FOX ASSERTS THE PRINCE'S RIGHT.

On the 10th Pitt moved for a committee to search for precedents. Fox objected; it was not for parliament, he maintained, to consider who should be regent; the Prince of Wales had a clear right to the regency, and parliament was only qualified to decide when he should exercise his right. When Pitt heard the authority of parliament thus called in question, he is said to have slapped his leg and to have exultantly exclaimed to the minister sitting beside him, "I'll unwhig the gentleman for the rest of his life!" He declared that Fox's doctrine was in the highest degree unconstitutional, and that no part of the royal authority could belong to the prince unless it was conferred on him by parliament; the question, he told the house, concerned its right of deliberation. Fox saw his mistake, and two days later stated that the prince put forward no claim of right; both sides agreed that he must be regent and that before he assumed the office he must be invited to do so by parliament; his right was an abstract question upon which it was no use to argue. Pitt was too good a tactician to allow him to minimise the point at issue; he denied "that the prince had any right whatever". The difference between an irresistible claim, which Pitt acknowledged, and an inherent right was not one merely of words; if the prince could claim the regency as of right, parliament could not restrict his power without his consent. The effect of Fox's false move was heightened by the folly of Sheridan who raised a storm of indignation by a threat of the danger of provoking the prince to assert his claim. Once again Fox made Pitt the champion of the king and the nation against the pretensions of a whig faction. The character of the struggle was understood, and bills were posted with the heading: "Fox for the prince's prerogative," and "Pitt for the privilege of parliament and the liberties of the nation". Yet in both houses several supporters of the government ratted, for the prince seemed the rising sun, and he and the Duke of York openly canvassed on Fox's side.

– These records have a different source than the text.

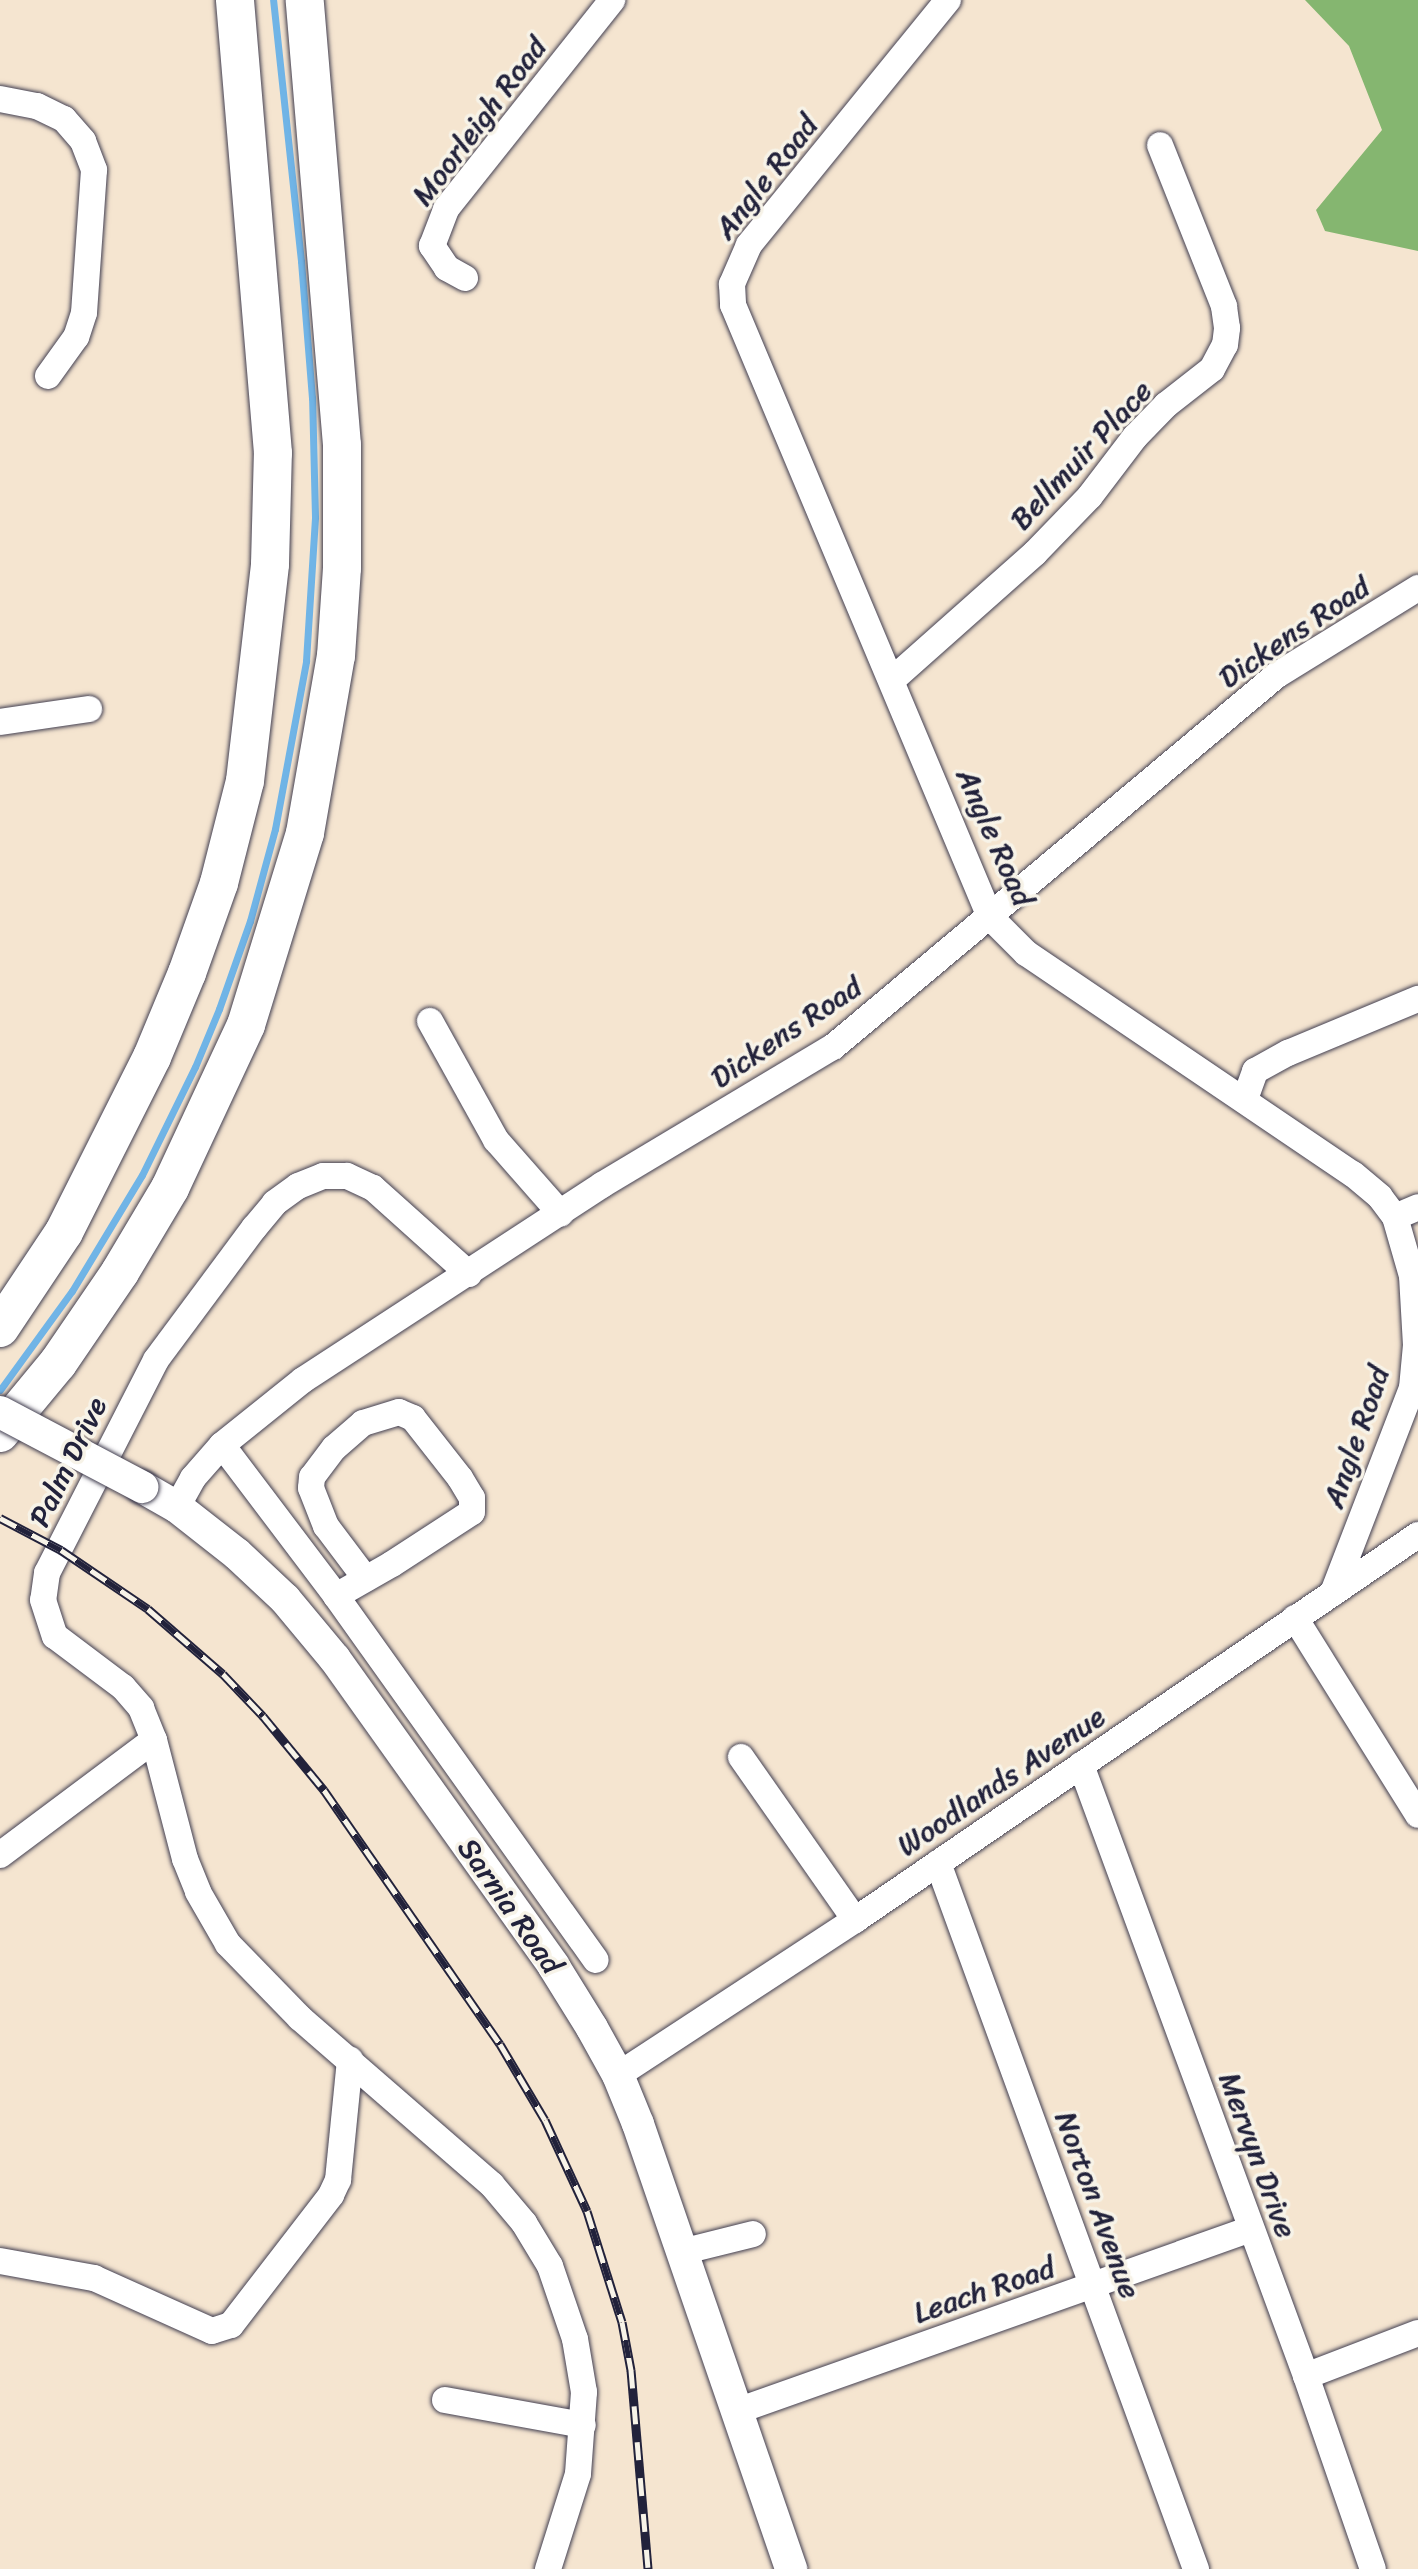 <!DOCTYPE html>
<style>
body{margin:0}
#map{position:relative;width:1418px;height:2569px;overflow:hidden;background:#f5e5d0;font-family:Sriracha,sans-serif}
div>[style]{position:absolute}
.forest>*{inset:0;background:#85b670}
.stream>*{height:7px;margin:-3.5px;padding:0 3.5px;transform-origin:3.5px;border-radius:3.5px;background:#70b4e6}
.roads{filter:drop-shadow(0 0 2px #423f51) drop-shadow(0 0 2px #423f51)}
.minor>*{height:26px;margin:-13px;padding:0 13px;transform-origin:13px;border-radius:13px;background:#fff}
.major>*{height:32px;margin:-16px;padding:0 16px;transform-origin:16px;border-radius:16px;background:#fff}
.highway>*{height:38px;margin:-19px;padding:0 19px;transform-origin:19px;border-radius:19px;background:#fff}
.rail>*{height:9px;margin-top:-4.5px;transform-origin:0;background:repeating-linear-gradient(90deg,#f7f3e8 0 18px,#22223b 0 36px);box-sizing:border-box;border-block:2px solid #22223b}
.bridges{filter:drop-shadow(0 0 2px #423f51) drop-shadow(0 0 2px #423f51)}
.major-bridge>*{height:32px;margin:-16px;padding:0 16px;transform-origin:16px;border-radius:16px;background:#fff}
span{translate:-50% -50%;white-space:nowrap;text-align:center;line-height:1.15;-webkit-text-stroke:7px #f7f3e8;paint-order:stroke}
.street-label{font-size:30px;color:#22223b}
</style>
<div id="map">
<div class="forest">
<div style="clip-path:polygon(1305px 0,1418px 0,1418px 251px,1325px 231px,1316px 210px,1382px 130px,1349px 46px)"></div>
</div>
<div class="stream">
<div style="left:0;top:1390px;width:122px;rotate:-54deg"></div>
<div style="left:72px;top:1291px;width:135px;rotate:-58.9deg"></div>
<div style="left:142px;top:1175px;width:120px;rotate:-63.9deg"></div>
<div style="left:195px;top:1067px;width:63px;rotate:-67.5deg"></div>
<div style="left:219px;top:1009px;width:93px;rotate:-70.6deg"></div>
<div style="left:250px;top:921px;width:95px;rotate:-74.8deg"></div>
<div style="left:275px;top:829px;width:171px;rotate:-79.5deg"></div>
<div style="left:306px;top:661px;width:144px;rotate:-86.4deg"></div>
<div style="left:315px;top:517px;width:119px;rotate:-91.4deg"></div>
<div style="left:312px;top:398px;width:137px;rotate:-94.6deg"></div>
<div style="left:301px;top:261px;width:262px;rotate:-96.1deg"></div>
</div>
<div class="roads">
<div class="minor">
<div style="left:948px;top:0;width:316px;rotate:129.1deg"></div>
<div style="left:749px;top:245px;width:43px;rotate:113.6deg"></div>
<div style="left:732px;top:284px;width:21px;rotate:87deg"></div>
<div style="left:733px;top:305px;width:664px;rotate:67.22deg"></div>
<div style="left:990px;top:917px;width:51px;rotate:45deg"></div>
<div style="left:1026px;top:953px;width:395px;rotate:34.1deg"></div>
<div style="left:1353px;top:1174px;width:35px;rotate:40deg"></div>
<div style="left:1380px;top:1197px;width:25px;rotate:53deg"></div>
<div style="left:1395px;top:1217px;width:61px;rotate:73.9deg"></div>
<div style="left:1412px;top:1276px;width:69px;rotate:86.7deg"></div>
<div style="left:1416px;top:1345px;width:43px;rotate:95.3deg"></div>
<div style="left:1412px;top:1388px;width:220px;rotate:111.1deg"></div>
<div style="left:0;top:99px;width:38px;rotate:11deg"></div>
<div style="left:37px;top:106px;width:30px;rotate:26deg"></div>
<div style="left:64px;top:119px;width:29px;rotate:49deg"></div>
<div style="left:83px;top:141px;width:31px;rotate:69deg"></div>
<div style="left:94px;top:170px;width:143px;rotate:94deg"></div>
<div style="left:84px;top:313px;width:25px;rotate:108deg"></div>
<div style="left:76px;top:337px;width:48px;rotate:125.7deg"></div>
<div style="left:465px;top:278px;width:21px;rotate:-151deg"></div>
<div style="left:447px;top:268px;width:27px;rotate:-124deg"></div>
<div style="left:432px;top:246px;width:40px;rotate:-69deg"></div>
<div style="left:446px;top:209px;width:267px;rotate:-51.5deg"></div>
<div style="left:892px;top:680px;width:191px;rotate:-41.6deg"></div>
<div style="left:1035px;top:553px;width:79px;rotate:-46deg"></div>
<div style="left:1090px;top:496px;width:74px;rotate:-52.7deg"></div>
<div style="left:1135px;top:437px;width:45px;rotate:-45.9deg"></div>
<div style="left:1166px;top:405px;width:58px;rotate:-38deg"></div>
<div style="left:1212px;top:369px;width:27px;rotate:-62deg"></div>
<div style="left:1225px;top:345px;width:17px;rotate:-83deg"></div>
<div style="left:1227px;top:328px;width:22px;rotate:-98deg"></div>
<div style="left:1224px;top:306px;width:173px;rotate:-111.7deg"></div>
<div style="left:0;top:722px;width:90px;rotate:-8.3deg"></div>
<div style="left:430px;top:1021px;width:136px;rotate:61deg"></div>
<div style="left:496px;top:1140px;width:98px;rotate:48.7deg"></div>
<div style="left:1245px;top:1099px;width:30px;rotate:-70deg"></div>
<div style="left:1255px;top:1071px;width:38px;rotate:-29deg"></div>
<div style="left:1288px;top:1053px;width:141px;rotate:-22.6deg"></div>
<div style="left:1395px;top:1217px;width:25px;rotate:-23deg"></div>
<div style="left:469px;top:1274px;width:129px;rotate:-138.1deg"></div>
<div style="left:373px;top:1188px;width:29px;rotate:-155deg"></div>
<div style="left:347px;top:1176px;width:24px;rotate:180deg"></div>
<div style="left:323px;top:1176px;width:27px;rotate:158deg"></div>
<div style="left:298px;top:1186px;width:29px;rotate:144deg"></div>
<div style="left:275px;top:1203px;width:33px;rotate:130deg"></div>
<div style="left:254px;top:1228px;width:164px;rotate:126.6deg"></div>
<div style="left:156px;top:1360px;width:239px;rotate:117.1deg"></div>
<div style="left:47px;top:1573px;width:27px;rotate:98deg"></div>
<div style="left:43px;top:1600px;width:38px;rotate:72deg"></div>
<div style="left:55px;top:1636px;width:85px;rotate:36.9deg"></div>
<div style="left:123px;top:1687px;width:28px;rotate:49deg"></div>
<div style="left:141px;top:1708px;width:35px;rotate:68deg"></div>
<div style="left:154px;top:1740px;width:123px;rotate:75.4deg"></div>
<div style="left:185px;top:1859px;width:35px;rotate:68deg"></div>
<div style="left:198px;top:1892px;width:60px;rotate:60deg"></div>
<div style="left:228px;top:1944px;width:103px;rotate:45.8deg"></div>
<div style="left:300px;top:2018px;width:254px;rotate:41deg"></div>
<div style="left:492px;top:2185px;width:50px;rotate:49.9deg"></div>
<div style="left:524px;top:2223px;width:50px;rotate:58.8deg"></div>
<div style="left:550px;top:2266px;width:77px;rotate:71.1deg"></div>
<div style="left:575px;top:2339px;width:54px;rotate:80.4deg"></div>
<div style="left:584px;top:2392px;width:82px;rotate:94.2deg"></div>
<div style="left:578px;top:2474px;width:100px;rotate:107.5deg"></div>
<div style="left:222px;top:1445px;width:189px;rotate:52.9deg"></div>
<div style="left:336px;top:1596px;width:447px;rotate:54.5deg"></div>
<div style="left:177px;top:1507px;width:33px;rotate:-61deg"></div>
<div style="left:193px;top:1478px;width:44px;rotate:-48.7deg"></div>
<div style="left:222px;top:1445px;width:104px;rotate:-38.7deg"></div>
<div style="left:303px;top:1380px;width:357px;rotate:-33.1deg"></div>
<div style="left:602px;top:1185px;width:269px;rotate:-30.9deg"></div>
<div style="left:833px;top:1047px;width:579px;rotate:-39.96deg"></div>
<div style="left:1277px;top:675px;width:166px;rotate:-31.7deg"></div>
<div style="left:336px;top:1596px;width:64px;rotate:-29.7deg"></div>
<div style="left:392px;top:1564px;width:95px;rotate:-33deg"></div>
<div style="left:472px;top:1512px;width:14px;rotate:-90deg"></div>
<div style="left:472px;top:1498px;width:23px;rotate:-121deg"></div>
<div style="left:460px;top:1478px;width:76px;rotate:-128.1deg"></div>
<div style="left:413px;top:1418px;width:15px;rotate:-157deg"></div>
<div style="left:399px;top:1412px;width:38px;rotate:163deg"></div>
<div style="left:363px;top:1423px;width:38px;rotate:139deg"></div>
<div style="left:334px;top:1448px;width:36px;rotate:127deg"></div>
<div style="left:312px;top:1477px;width:11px;rotate:95deg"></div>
<div style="left:311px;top:1488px;width:41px;rotate:68.5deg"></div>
<div style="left:326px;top:1526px;width:66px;rotate:53deg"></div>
<div style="left:1295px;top:1618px;width:232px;rotate:58deg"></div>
<div style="left:741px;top:1757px;width:199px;rotate:55deg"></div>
<div style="left:1081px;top:1765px;width:651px;rotate:69.78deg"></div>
<div style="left:1306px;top:2376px;width:204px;rotate:70.9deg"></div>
<div style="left:0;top:1855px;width:192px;rotate:-36.8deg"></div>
<div style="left:938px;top:1863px;width:752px;rotate:69.93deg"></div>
<div style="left:618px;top:2075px;width:283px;rotate:-33.2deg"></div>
<div style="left:855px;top:1920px;width:682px;rotate:-34.37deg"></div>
<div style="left:681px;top:2252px;width:74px;rotate:-14deg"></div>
<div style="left:0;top:2261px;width:96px;rotate:10.3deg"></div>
<div style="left:94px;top:2278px;width:129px;rotate:24.2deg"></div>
<div style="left:212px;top:2331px;width:20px;rotate:-18deg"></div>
<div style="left:231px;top:2325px;width:164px;rotate:-52.4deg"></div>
<div style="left:331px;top:2195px;width:17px;rotate:-65deg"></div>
<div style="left:338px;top:2180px;width:121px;rotate:-84.3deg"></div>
<div style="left:1306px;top:2376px;width:120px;rotate:-21deg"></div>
<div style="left:445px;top:2400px;width:140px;rotate:10.3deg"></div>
<div style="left:737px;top:2411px;width:545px;rotate:-19.5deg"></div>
</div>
<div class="major">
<div style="left:142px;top:1487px;width:40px;rotate:29.7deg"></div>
<div style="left:177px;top:1507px;width:76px;rotate:38.1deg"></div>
<div style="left:237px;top:1554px;width:66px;rotate:43.2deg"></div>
<div style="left:285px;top:1599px;width:78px;rotate:50.2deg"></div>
<div style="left:335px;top:1659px;width:376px;rotate:54.5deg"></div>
<div style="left:553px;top:1965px;width:74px;rotate:58.2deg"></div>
<div style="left:592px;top:2028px;width:54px;rotate:61deg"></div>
<div style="left:618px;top:2075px;width:53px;rotate:67.8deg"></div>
<div style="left:638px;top:2124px;width:471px;rotate:71deg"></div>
</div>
<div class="highway">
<div style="left:0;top:1328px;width:115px;rotate:-56.3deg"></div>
<div style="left:64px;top:1232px;width:196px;rotate:-63.3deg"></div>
<div style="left:152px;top:1057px;width:91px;rotate:-67.4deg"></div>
<div style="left:187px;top:973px;width:96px;rotate:-70.4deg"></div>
<div style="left:219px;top:883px;width:105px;rotate:-75.7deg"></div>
<div style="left:245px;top:781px;width:218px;rotate:-83.4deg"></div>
<div style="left:270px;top:564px;width:111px;rotate:-88.5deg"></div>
<div style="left:273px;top:453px;width:455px;rotate:-94.8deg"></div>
<div style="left:0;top:1433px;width:91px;rotate:-50.4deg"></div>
<div style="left:58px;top:1363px;width:110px;rotate:-55.7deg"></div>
<div style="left:120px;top:1272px;width:98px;rotate:-59.2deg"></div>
<div style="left:170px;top:1188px;width:180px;rotate:-65deg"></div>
<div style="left:246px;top:1025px;width:201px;rotate:-72.9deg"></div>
<div style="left:305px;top:833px;width:180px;rotate:-80.1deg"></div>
<div style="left:336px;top:656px;width:88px;rotate:-86.1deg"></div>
<div style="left:342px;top:568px;width:123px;rotate:-90deg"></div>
<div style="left:342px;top:445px;width:447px;rotate:-94.8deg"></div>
</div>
</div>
<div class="rail">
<div style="left:0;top:1518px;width:69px;rotate:27.7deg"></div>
<div style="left:61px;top:1550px;width:105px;rotate:34.1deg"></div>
<div style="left:148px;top:1609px;width:99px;rotate:40.9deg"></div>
<div style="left:223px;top:1674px;width:58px;rotate:46.4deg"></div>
<div style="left:263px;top:1716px;width:96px;rotate:50.5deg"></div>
<div style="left:324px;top:1790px;width:309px;rotate:55.3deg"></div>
<div style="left:500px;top:2044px;width:88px;rotate:59.4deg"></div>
<div style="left:545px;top:2120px;width:100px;rotate:65.2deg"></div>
<div style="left:587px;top:2211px;width:116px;rotate:72.5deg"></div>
<div style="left:622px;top:2322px;width:49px;rotate:79.4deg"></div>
<div style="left:631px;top:2370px;width:200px;rotate:85.1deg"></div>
</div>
<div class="bridges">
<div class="major-bridge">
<div style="left:0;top:1412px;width:161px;rotate:27.8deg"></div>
</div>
</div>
<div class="street-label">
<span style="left:479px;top:121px;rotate:-53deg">Moorleigh Road</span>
<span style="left:766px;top:177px;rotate:-52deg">Angle Road</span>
<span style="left:1081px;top:455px;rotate:-47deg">Bellmuir Place</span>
<span style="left:1294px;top:632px;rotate:-34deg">Dickens Road</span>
<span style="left:995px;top:837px;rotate:66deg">Angle Road</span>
<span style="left:786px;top:1032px;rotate:-34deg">Dickens Road</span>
<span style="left:1356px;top:1437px;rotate:-71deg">Angle Road</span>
<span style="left:68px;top:1462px;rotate:-64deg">Palm Drive</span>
<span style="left:1001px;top:1781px;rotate:-34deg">Woodlands Avenue</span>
<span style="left:510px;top:1906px;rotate:55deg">Sarnia Road</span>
<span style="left:1258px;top:2155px;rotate:70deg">Mervyn Drive</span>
<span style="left:1098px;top:2205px;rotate:70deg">Norton Avenue</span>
<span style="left:984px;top:2290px;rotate:-19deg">Leach Road</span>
</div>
</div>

Nevertheless the commons approved Pitt's resolutions to the effect that, as the personal exercise of the royal authority was interrupted, it was the duty of the two houses to supply the defect, and that it was necessary to determine on means by which the royal assent might be given to bills for that purpose. None of the precedents adduced by the committee met the present case. Fox argued that to appoint a regent by a law was to treat the monarchy as elective, and that the two houses had no legislative power independently of the crown; and assuming that he was about to re-enter on office taunted the ministers with a design to weaken their successors by limiting the powers of the regent. The ministerial majority was 268 to 204. Pitt proposed to provide for the royal assent by placing the great seal in a commission with authority to affix it to the bill. This daring fiction, the only means by which a regency could be established by enactment, was approved by 251 to 178. On this question, and throughout the whole course of the struggle, Burke spoke with a violence and impropriety which injured his party and suggested a disordered mind. He called Pitt the prince's competitor, referred to the chancellor as Priapus and as "a man with a large black brow and a big wig," and later disgusted the house by speaking of the king as "hurled from his throne" by the Almighty. In the lords the proceedings followed the same lines as in the commons. Willis's account of the king convinced Thurlow that he was playing a wrong game, and when the question of the prince's right was discussed in the lords' he spoke strongly on the government side. Several members of the lower house were present to hear him. He referred to the favours he had received from the king, "When I forget them," he said, "may God forget me!" "Forget you!" said Wilkes with exquisite wit, "He will see you damned first." "The best thing that can happen to you," said Burke. Pitt left the house exclaiming, "Oh, the rascal!" On the 25th Thurlow formally severed his connexion with Fox. After a warm debate the ministerial resolutions were affirmed by the lords by 99 to 66.